• _Task details_: For the entries below, work out how many lines include the string "Newton", then write only that number.

• _Input data_:
________________________________________

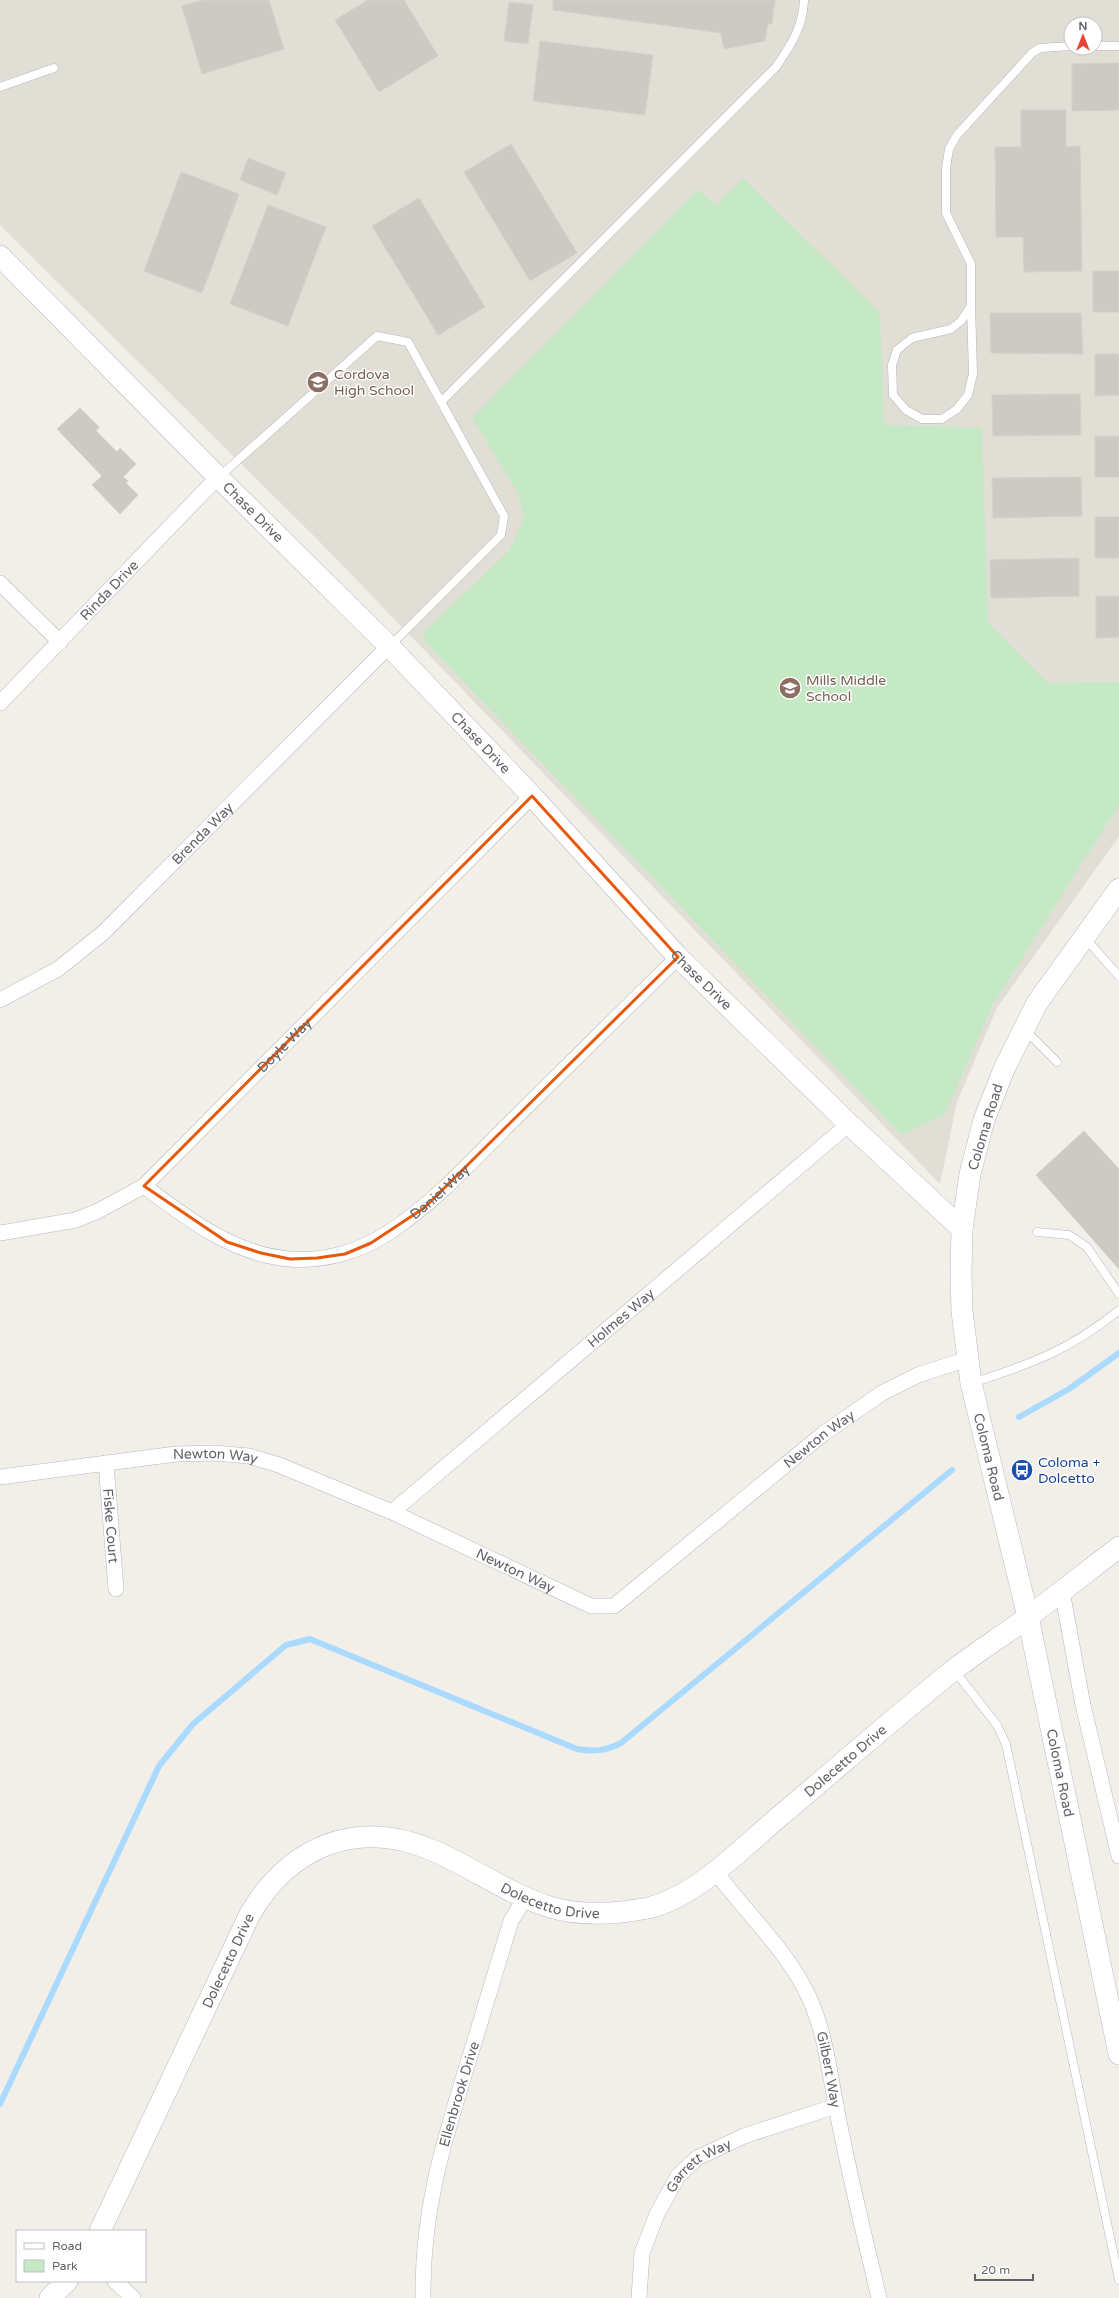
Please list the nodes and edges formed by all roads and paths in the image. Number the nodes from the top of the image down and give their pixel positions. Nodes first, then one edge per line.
1 (804, 0) edge
2 (1103, 46) edge
3 (1119, 46) edge
4 (1063, 47) edge
5 (54, 68) dead end
6 (0, 86) edge
7 (0, 256) edge
8 (972, 306) junction
9 (441, 402) junction
10 (218, 477) junction
11 (0, 583) edge
12 (60, 642) junction
13 (389, 646) junction
14 (0, 704) edge
15 (532, 796) junction
16 (1119, 889) edge
17 (1084, 937) junction
18 (678, 957) junction
19 (1119, 976) edge
20 (0, 1000) edge
21 (1023, 1029) junction
22 (1057, 1062) dead end
23 (849, 1124) junction
24 (144, 1186) junction
25 (962, 1229) junction
26 (1037, 1232) dead end
27 (0, 1233) edge
28 (1119, 1294) edge
29 (1119, 1310) edge
30 (967, 1359) junction
31 (971, 1384) junction
32 (106, 1463) junction
33 (0, 1477) edge
34 (392, 1512) junction
35 (1119, 1547) edge
36 (116, 1589) dead end
37 (1062, 1591) junction
38 (1028, 1617) junction
39 (954, 1670) junction
40 (1119, 1856) edge
41 (715, 1871) junction
42 (525, 1898) junction
43 (1119, 2054) edge
44 (836, 2106) junction
45 (100, 2230) edge
46 (1119, 2280) edge
47 (66, 2282) edge
48 (116, 2282) edge
49 (50, 2298) edge
50 (133, 2298) edge
51 (423, 2298) edge
52 (639, 2298) edge
53 (879, 2298) edge

1 - 9 lane
2 - 3 lane
4 - 8 lane
5 - 6 lane
7 - 10 street, Chase Drive
8 - 8 lane
9 - 10 lane
9 - 13 lane
10 - 12 street, Rinda Drive
10 - 13 street, Chase Drive
11 - 12 street
12 - 14 street, Rinda Drive
13 - 15 street, Chase Drive
13 - 20 street, Brenda Way
15 - 18 street, Chase Drive
15 - 24 street, Doyle Way
16 - 17 street, Coloma Road
17 - 19 lane
17 - 21 street, Coloma Road
18 - 23 street, Chase Drive
18 - 24 street, Daniel Way
21 - 22 lane
21 - 25 street, Coloma Road
23 - 25 street, Chase Drive
23 - 34 street, Holmes Way
24 - 27 street, Doyle Way
25 - 30 street, Coloma Road
26 - 28 lane
29 - 31 lane
30 - 31 street, Coloma Road
30 - 34 street, Newton Way
31 - 38 street, Coloma Road
32 - 33 street, Newton Way
32 - 34 street, Newton Way
32 - 36 street, Fiske Court
35 - 37 street, Dolecetto Drive
37 - 38 street, Dolecetto Drive
37 - 40 street
38 - 39 street, Dolecetto Drive
38 - 43 street, Coloma Road
39 - 41 street, Dolecetto Drive
39 - 46 lane
41 - 42 street, Dolecetto Drive
41 - 44 street, Gilbert Way
42 - 45 street, Dolecetto Drive
42 - 51 street, Ellenbrook Drive
44 - 52 street, Garrett Way
44 - 53 street, Gilbert Way
47 - 49 street
48 - 50 street

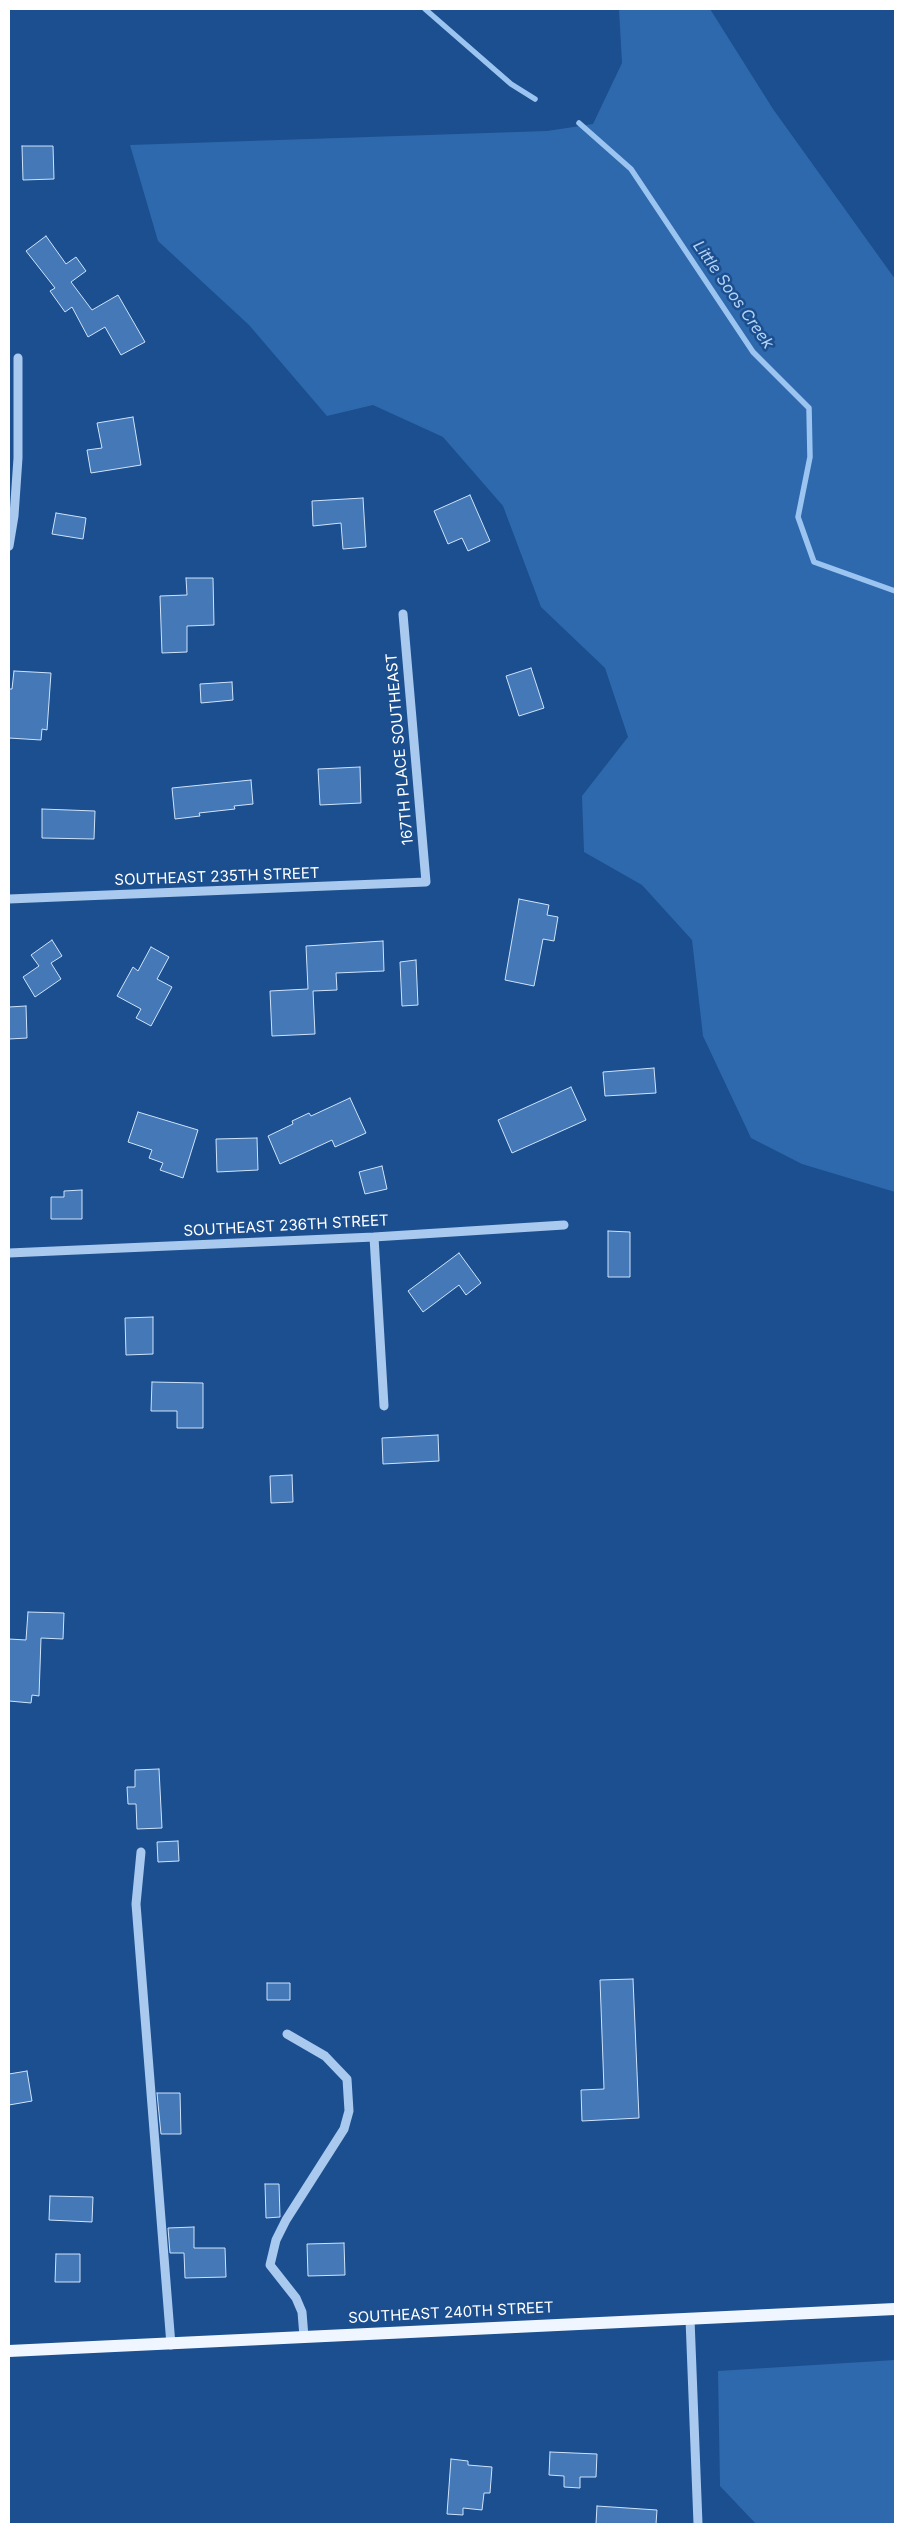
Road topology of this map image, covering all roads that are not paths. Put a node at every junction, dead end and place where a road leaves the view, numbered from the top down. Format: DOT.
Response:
graph roads {
  1 [pos="18,358"];
  2 [pos="9,546"];
  3 [pos="402,614"];
  4 [pos="426,882"];
  5 [pos="9,899"];
  6 [pos="564,1225"];
  7 [pos="374,1237"];
  8 [pos="9,1253"];
  9 [pos="384,1406"];
  10 [pos="141,1852"];
  11 [pos="287,2034"];
  12 [pos="895,2309"];
  13 [pos="690,2319"];
  14 [pos="304,2337"];
  15 [pos="171,2344"];
  16 [pos="9,2351"];
  17 [pos="698,2524"];
  1 -- 2 [label="street"];
  3 -- 4 [label="street, 167TH PLACE SOUTHEAST"];
  4 -- 5 [label="street, SOUTHEAST 235TH STREET"];
  6 -- 7 [label="street, SOUTHEAST 236TH STREET"];
  7 -- 8 [label="street, SOUTHEAST 236TH STREET"];
  7 -- 9 [label="street"];
  10 -- 15 [label="street"];
  11 -- 14 [label="street"];
  12 -- 13 [label="main road, SOUTHEAST 240TH STREET"];
  13 -- 14 [label="main road, SOUTHEAST 240TH STREET"];
  13 -- 17 [label="street"];
  14 -- 15 [label="main road, SOUTHEAST 240TH STREET"];
  15 -- 16 [label="main road, SOUTHEAST 240TH STREET"];
}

________________________________________

• _Task answer_: 3